Reference and just-plain-handy sites:
North Carolina Zoological Park, Asheboro, http://www.nczoo.org
North Carolina Botanical Gardens, Chapel Hill, http://ncbg.unc.edu/
Sarah P. Duke Gardens, Durham, http://www.hr.duke.edu/dukegardens/
North Carolina Museum of Life & Science , Durham, http://www.ncmls.org/
North Carolina Museum of Natural Sciences, Raleigh, http://naturalsciences.org/
North Carolina Aquariums, http://www.ncaquariums.com/
Sylvan Heights Bird Park, http://shwpark.com/
Florida Keys Wild Bird Center, http://fkwbc.org/
Venice Audubon Society Rookery, http://www.veniceaudubon.org/rookery.html
Wakodahatchee Wetlands, http://www.pbcgov.com/waterutilities/wakodahatchee/
Callaway Gardens (west Georgia), http://www.callawaygardens.com/
North American Nature Photography Association, http://www.nanpa.org/
Nature Photographers Online Magazine, http://www.naturephotographers.net/
Cradoc FotoBiz photographers' software, http://www.cradocfotosoftware.com/
B&H Photo/Video, http://www.bhphotovideo.com/
Seeing what's happening in the night sky, http://www.heavens-above.com/
Equipment is shown in the photo specs. Primarily Canon equipment, though some of my older stuff was shot on Olympus (or when I really want to travel light.) I've also branched out into medium format with Mamiya 645 equipment. Everything is carried in belt packs, with the exception of the tripod – straight down my back with two straps, weight balanced and distributed. I have a lot of esoteric and homemade accessories, things I've suited to fit my own style or needs – and because I'm cheap. Photographic equipment can be ridiculously overpriced sometimes, and I don't like playing by those rules ;-)

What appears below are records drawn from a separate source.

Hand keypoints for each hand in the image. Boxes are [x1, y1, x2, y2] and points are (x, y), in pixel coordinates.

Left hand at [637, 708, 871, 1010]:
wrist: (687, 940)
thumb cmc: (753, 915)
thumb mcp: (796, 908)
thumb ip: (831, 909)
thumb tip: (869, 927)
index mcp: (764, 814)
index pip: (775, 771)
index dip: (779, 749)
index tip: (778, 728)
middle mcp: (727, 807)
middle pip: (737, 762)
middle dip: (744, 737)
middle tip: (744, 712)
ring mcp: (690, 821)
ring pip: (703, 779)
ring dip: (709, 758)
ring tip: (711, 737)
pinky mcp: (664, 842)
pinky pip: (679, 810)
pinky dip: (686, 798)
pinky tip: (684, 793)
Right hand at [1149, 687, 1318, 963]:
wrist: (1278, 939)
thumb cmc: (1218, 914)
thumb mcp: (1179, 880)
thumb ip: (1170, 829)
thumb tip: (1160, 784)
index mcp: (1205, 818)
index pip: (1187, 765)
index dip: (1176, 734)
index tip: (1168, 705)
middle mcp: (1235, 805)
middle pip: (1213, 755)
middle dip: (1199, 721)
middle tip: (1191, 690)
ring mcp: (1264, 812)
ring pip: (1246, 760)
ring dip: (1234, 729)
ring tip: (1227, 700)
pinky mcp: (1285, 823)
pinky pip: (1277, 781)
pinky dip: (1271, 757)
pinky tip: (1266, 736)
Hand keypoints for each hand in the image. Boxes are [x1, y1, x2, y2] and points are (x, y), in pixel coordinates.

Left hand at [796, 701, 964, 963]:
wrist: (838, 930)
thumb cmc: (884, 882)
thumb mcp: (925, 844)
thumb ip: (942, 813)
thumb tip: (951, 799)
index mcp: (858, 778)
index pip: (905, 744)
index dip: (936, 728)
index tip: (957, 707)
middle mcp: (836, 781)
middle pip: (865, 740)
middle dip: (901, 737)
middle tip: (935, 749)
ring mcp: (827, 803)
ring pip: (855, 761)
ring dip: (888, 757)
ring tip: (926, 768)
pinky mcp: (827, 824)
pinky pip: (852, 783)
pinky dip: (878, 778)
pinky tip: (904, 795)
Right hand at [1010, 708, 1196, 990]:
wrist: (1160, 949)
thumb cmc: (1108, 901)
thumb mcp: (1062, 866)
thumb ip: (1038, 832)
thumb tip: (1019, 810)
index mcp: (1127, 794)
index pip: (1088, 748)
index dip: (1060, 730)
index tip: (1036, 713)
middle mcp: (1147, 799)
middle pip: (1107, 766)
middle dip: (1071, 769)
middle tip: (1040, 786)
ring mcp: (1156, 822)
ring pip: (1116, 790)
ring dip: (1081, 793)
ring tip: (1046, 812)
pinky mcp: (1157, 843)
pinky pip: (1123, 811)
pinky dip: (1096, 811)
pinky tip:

Macro work is accomplished in many ways, from dedicated macro lenses (Sigma 105mm f2.8 and Mamiya 80mm f4) to extension tubes, bellows (Vivitar Bellows with Vivitar 135mm f2.8 and Olympus 50mm f1.4,) lens reversing and lens stacking. Since depth-of-field continues to reduce with higher magnification, shooting at small apertures is paramount, which means most macro work is done with strobes, often off-camera with a sync cord, and occasionally with a softbox. Supplemental lighting and bounce cards are also used. For more info, see my macro tips page and any blog posts that come up under the search term "macro photography".
Film is mostly Fuji Provia 100F and Velvia, because I can depend on the results, but I'll try out anything. Kodak E100VS and SW have their uses, as do Fuji Astia and Sensia – all of these are slide films. For print, I often use Fuji Superia 400 and occasionally Reala, Fuji NPH when I'm doing people, and several different Ilford films for B&W work.
Digital Work is (or has been) accomplished through a variety of cameras, from a Sony F717 through a Canon Pro 90 IS to a Canon 7D. Scanning of slides is done through a Minolta Scan Dual III, with editing done in Adobe Photoshop 6.0m or GIMP 2.8
This website was created and recreated over a large period of time, using several different programs, by a guy (me) that learns as he goes. At any time you may notice changes in format between different sections, and this is simply growing pains. The curse of making a large site – you end up remaking it all when you see the previous mistakes ;-).